Tobin Marks is Vladimir Ipatieff Professor of Catalytic Chemistry, Professor of Materials Science and Engineering, and Professor of Applied Physics at Northwestern University. His recognitions include the U.S. National Medal of Science, the Spanish Principe de Asturias Prize, the MRS Von Hippel Award, the Dreyfus Prize in the Chemical Sciences, the National Academy of Sciences Award in Chemical Sciences, and the ACS Priestley Medal. He is a member of the U.S., German, and Indian National Academies of Sciences, the US National Academy of Engineering, the American Academy of Arts and Sciences, and the US National Academy of Inventors. He is a Fellow of the Royal Society of Chemistry. Marks has published 1250 peer-reviewed articles and 240 U.S.

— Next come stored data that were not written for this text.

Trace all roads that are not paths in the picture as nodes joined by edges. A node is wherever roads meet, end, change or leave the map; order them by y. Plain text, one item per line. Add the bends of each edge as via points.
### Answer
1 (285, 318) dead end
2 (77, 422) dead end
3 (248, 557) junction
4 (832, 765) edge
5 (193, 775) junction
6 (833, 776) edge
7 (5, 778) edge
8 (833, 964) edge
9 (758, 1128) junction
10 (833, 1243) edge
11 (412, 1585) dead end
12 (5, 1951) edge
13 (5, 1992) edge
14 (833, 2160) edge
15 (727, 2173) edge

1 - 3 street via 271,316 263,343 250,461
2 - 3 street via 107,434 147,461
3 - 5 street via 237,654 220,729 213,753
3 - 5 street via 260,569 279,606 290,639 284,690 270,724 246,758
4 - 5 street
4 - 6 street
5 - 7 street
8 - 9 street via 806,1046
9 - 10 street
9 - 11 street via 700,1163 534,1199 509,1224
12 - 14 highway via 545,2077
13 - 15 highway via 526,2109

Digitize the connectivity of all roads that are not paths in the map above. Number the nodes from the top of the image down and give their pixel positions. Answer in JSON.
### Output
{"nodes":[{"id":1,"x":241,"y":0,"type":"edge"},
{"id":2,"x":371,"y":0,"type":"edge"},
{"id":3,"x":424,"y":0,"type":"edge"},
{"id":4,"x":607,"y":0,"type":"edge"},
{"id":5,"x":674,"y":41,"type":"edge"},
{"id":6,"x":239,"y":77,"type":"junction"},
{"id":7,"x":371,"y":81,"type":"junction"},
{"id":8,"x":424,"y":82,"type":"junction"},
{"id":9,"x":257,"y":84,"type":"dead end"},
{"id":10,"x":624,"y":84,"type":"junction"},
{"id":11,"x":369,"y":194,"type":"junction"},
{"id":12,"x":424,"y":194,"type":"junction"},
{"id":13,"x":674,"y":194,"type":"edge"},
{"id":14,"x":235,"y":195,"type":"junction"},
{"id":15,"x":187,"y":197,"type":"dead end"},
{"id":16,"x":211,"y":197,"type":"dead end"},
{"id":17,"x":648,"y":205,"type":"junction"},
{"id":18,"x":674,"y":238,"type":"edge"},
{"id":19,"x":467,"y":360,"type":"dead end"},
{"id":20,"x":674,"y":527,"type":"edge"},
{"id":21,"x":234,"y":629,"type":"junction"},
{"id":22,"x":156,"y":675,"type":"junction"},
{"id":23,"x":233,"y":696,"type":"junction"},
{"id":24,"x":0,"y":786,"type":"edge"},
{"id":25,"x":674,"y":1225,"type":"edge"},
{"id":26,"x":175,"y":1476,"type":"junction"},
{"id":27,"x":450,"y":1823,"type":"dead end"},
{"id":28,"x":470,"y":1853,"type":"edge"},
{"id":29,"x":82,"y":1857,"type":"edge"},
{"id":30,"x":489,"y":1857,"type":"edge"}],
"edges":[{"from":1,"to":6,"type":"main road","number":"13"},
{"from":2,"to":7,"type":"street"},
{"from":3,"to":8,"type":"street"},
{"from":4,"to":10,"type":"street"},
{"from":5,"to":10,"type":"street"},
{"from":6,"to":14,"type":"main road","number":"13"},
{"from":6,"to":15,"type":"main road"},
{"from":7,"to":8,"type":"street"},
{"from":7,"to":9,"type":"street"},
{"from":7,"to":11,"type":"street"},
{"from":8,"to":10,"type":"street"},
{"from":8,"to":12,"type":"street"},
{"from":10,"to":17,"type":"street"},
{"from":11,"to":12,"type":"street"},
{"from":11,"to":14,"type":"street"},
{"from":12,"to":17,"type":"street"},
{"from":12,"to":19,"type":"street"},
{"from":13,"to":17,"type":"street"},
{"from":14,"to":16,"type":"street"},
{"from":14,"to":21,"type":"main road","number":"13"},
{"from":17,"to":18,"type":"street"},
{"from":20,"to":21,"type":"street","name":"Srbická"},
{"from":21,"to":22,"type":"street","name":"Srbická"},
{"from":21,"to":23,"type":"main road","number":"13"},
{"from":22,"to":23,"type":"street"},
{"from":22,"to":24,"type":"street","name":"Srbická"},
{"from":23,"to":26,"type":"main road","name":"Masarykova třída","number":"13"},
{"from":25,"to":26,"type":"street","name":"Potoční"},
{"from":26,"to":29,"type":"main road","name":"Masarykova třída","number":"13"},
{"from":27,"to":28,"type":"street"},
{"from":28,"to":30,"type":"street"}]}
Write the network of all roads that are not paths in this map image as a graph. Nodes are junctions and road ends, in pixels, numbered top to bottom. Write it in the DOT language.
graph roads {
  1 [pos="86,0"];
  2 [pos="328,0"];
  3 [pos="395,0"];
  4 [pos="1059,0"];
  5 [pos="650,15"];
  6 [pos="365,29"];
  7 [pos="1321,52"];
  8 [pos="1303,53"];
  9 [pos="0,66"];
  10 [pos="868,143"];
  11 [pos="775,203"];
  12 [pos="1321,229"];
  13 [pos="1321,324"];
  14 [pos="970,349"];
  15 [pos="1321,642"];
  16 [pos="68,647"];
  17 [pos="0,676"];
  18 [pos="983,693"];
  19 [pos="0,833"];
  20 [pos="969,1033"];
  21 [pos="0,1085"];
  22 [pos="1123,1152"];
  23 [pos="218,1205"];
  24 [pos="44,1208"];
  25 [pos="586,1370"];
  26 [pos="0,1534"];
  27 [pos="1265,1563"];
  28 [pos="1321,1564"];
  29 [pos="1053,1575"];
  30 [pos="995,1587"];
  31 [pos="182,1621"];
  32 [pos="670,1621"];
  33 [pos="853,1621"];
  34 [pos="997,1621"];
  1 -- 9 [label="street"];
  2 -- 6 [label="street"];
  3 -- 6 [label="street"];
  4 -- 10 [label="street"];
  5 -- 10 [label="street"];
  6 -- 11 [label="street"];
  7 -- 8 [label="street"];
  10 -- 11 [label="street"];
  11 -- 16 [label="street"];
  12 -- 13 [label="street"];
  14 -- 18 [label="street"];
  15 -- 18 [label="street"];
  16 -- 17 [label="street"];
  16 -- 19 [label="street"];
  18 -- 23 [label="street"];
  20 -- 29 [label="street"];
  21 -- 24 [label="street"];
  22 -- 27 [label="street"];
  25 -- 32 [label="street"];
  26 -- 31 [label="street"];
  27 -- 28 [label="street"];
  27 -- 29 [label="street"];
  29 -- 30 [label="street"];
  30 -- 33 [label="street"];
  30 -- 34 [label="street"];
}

patents. B.S. from the U. of Maryland and Ph.D. from MIT. https://www.acs.org/content/acs/en/pressroom/newsreleases/2016/june/american-chemical-society-awards-its-highest-honor-to-tobin-marks-phd.html
Surface Science Meets Homogeneous Catalysis
When chemisorbed upon certain surfaces, the reactivity of many types of organometallic molecules is dramatically enhanced in ways that historically have been poorly understood. High activities for a variety of catalytic olefin reactions are illustrative consequences of this altered reactivity. This lecture focuses on intricate non-covalent and covalent multi-center interactions that modulate these catalytic processes, focusing primarily on polymerization and hydrogenation/dehydrogenation processes. Specific interrelated topics include: 1) Catalytic chemistry of mononuclear and multinuclear catalysts anchored on/activated by surfaces versus those in homogeneous solution, 2) Catalytic chemistry and cooperativity effects in multinuclear groups 4 and 6 catalysts in homogeneous solution, 3) Definitive structural characterization of these catalysts on “super-acidic” surfaces, and the scope of their catalytic properties, 4) Unusual catalytic chemistry of group 6 dioxo complexes on carbon surfaces. It will be seen that the information obtained from these studies leads to design rules for next-generation homogeneous and supported catalysts, and for novel and useful polymerization and hydrogenation/-dehydrogenation processes, such as the catalytic detoxification of gasoline and bio-alcohol dehydrogenation.